YOUR INSTRUCTIONS:
Write down nothing except how many lines in the entries contain "مدیریت".

SOURCE DATA:
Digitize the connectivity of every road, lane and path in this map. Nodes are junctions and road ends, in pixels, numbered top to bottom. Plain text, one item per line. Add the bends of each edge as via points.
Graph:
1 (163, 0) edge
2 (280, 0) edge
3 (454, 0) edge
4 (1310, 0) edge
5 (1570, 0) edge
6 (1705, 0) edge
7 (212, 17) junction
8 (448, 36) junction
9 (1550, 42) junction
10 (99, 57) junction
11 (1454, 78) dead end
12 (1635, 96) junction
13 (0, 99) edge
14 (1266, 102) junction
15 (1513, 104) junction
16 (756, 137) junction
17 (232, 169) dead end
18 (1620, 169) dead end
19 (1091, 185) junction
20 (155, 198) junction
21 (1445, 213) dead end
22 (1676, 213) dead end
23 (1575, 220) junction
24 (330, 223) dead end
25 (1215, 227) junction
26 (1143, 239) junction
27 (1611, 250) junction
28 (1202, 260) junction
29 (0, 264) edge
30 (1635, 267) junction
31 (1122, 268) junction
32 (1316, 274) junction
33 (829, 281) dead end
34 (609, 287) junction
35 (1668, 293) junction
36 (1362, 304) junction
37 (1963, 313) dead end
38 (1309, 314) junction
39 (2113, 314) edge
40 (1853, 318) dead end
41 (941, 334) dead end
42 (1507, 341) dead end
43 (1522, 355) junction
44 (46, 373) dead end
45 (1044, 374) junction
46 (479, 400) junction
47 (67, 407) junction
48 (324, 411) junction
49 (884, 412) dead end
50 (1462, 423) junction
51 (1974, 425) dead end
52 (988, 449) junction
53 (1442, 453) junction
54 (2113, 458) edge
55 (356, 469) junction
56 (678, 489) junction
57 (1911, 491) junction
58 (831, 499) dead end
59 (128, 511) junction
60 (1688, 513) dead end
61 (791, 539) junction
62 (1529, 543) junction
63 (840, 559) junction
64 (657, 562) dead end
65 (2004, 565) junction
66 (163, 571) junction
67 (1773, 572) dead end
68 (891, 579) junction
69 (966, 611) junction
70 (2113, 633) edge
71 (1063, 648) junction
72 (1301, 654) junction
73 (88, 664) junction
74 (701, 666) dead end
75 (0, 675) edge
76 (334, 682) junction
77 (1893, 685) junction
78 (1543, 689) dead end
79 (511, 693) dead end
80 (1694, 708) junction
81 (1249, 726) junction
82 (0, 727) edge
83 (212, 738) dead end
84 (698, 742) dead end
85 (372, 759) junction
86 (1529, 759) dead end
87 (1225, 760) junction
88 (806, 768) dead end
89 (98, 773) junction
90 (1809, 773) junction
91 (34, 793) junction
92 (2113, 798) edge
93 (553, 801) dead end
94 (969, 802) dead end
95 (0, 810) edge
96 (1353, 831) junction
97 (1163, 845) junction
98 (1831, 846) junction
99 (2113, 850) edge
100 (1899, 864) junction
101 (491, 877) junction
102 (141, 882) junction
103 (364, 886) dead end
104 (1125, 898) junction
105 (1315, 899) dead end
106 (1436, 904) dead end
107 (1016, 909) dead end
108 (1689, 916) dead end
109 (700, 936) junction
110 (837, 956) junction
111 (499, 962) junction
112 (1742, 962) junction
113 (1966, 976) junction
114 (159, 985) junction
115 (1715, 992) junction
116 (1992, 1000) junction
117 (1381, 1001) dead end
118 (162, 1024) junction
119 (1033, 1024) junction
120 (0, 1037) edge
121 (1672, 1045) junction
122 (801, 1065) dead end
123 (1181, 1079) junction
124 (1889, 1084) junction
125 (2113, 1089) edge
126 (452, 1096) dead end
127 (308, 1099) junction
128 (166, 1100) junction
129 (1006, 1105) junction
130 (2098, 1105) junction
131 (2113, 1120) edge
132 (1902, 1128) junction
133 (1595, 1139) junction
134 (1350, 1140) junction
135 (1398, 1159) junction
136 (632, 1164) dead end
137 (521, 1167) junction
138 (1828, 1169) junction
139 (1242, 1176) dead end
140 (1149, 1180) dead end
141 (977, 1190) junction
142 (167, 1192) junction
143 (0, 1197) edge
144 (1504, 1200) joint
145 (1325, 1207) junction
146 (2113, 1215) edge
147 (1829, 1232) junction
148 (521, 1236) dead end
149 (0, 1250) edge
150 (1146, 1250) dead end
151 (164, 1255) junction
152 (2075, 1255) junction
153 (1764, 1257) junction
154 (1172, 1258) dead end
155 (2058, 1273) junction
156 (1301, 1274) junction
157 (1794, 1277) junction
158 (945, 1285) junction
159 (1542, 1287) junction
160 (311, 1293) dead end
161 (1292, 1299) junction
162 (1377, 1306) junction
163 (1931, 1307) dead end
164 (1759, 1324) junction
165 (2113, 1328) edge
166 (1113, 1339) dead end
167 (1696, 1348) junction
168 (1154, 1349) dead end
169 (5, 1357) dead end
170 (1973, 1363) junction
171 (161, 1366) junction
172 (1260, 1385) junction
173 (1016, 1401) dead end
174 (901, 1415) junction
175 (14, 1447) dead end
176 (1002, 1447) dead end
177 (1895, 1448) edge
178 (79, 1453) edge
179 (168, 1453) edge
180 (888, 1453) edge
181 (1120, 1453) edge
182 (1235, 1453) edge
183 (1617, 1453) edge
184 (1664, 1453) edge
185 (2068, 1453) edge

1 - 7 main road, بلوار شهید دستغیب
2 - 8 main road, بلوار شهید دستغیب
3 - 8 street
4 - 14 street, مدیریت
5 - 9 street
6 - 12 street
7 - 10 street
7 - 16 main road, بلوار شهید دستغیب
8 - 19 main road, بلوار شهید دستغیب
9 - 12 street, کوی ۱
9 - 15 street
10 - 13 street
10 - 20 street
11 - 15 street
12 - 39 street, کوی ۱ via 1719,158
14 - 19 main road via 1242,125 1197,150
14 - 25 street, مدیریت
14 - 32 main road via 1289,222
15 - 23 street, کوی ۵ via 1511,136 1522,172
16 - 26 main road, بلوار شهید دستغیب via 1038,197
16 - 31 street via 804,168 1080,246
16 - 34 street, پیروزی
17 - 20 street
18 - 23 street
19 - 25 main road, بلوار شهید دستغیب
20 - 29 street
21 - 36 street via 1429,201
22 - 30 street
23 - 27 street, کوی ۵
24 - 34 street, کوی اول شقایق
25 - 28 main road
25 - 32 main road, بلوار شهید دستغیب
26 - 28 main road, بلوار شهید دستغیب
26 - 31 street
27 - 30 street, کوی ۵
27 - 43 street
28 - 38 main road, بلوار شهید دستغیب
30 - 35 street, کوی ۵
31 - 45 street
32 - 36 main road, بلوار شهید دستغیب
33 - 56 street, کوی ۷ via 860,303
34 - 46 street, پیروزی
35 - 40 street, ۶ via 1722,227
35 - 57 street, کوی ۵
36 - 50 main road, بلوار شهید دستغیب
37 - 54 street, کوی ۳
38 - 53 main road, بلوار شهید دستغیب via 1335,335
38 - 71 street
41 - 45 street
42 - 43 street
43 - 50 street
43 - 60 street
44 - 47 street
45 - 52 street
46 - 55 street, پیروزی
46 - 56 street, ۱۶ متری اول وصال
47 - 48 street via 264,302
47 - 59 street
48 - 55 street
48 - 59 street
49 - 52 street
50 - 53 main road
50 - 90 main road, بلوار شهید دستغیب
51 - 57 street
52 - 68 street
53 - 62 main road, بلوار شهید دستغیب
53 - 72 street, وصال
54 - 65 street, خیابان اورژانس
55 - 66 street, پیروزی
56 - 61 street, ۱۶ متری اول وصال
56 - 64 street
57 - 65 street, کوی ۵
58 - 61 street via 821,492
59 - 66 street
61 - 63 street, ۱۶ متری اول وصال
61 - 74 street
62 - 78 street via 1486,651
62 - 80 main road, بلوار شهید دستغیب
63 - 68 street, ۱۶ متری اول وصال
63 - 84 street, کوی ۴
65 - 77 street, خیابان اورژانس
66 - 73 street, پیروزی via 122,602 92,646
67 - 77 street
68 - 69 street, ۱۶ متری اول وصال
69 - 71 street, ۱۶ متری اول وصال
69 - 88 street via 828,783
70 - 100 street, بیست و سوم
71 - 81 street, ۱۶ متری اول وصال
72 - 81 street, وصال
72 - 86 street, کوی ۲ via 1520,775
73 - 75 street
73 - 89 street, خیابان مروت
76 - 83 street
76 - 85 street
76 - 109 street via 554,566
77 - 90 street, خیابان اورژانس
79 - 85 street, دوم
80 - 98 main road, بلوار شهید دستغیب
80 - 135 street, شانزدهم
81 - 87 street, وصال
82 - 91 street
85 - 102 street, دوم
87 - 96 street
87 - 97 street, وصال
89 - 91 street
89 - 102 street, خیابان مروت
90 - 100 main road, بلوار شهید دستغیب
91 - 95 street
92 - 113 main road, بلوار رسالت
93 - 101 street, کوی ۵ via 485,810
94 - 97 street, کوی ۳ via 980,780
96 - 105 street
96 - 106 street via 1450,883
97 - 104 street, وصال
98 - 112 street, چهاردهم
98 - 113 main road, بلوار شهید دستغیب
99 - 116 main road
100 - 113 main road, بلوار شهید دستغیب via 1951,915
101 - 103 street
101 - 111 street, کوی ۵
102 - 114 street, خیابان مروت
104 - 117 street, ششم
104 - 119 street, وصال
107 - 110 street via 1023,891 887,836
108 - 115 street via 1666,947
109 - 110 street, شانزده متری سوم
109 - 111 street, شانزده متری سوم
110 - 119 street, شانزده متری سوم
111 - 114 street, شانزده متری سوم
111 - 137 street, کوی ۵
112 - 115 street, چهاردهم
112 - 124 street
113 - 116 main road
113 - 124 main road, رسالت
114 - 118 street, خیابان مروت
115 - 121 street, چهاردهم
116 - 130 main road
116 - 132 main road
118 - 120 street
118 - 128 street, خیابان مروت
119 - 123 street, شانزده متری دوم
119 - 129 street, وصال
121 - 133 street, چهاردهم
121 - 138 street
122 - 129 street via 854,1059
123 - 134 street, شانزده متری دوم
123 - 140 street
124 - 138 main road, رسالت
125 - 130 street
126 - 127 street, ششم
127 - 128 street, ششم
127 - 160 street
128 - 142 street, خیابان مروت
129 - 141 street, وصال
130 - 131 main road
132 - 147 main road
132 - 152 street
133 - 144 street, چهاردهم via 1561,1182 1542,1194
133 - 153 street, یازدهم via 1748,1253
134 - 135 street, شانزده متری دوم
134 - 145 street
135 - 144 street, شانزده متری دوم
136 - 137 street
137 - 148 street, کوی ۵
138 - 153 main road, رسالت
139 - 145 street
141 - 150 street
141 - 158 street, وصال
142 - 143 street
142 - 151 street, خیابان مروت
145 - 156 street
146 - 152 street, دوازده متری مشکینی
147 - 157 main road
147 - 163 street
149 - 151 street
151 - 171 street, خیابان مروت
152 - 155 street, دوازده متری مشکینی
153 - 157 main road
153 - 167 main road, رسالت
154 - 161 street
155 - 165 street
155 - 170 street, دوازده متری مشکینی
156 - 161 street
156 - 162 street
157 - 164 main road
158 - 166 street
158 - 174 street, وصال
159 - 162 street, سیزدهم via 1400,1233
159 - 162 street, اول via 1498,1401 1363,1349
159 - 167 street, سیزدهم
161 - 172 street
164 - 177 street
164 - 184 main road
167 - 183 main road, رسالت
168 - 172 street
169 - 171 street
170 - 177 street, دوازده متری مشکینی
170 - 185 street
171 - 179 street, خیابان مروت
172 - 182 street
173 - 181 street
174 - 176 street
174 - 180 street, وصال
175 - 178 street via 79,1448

COMPLETED TASK:
2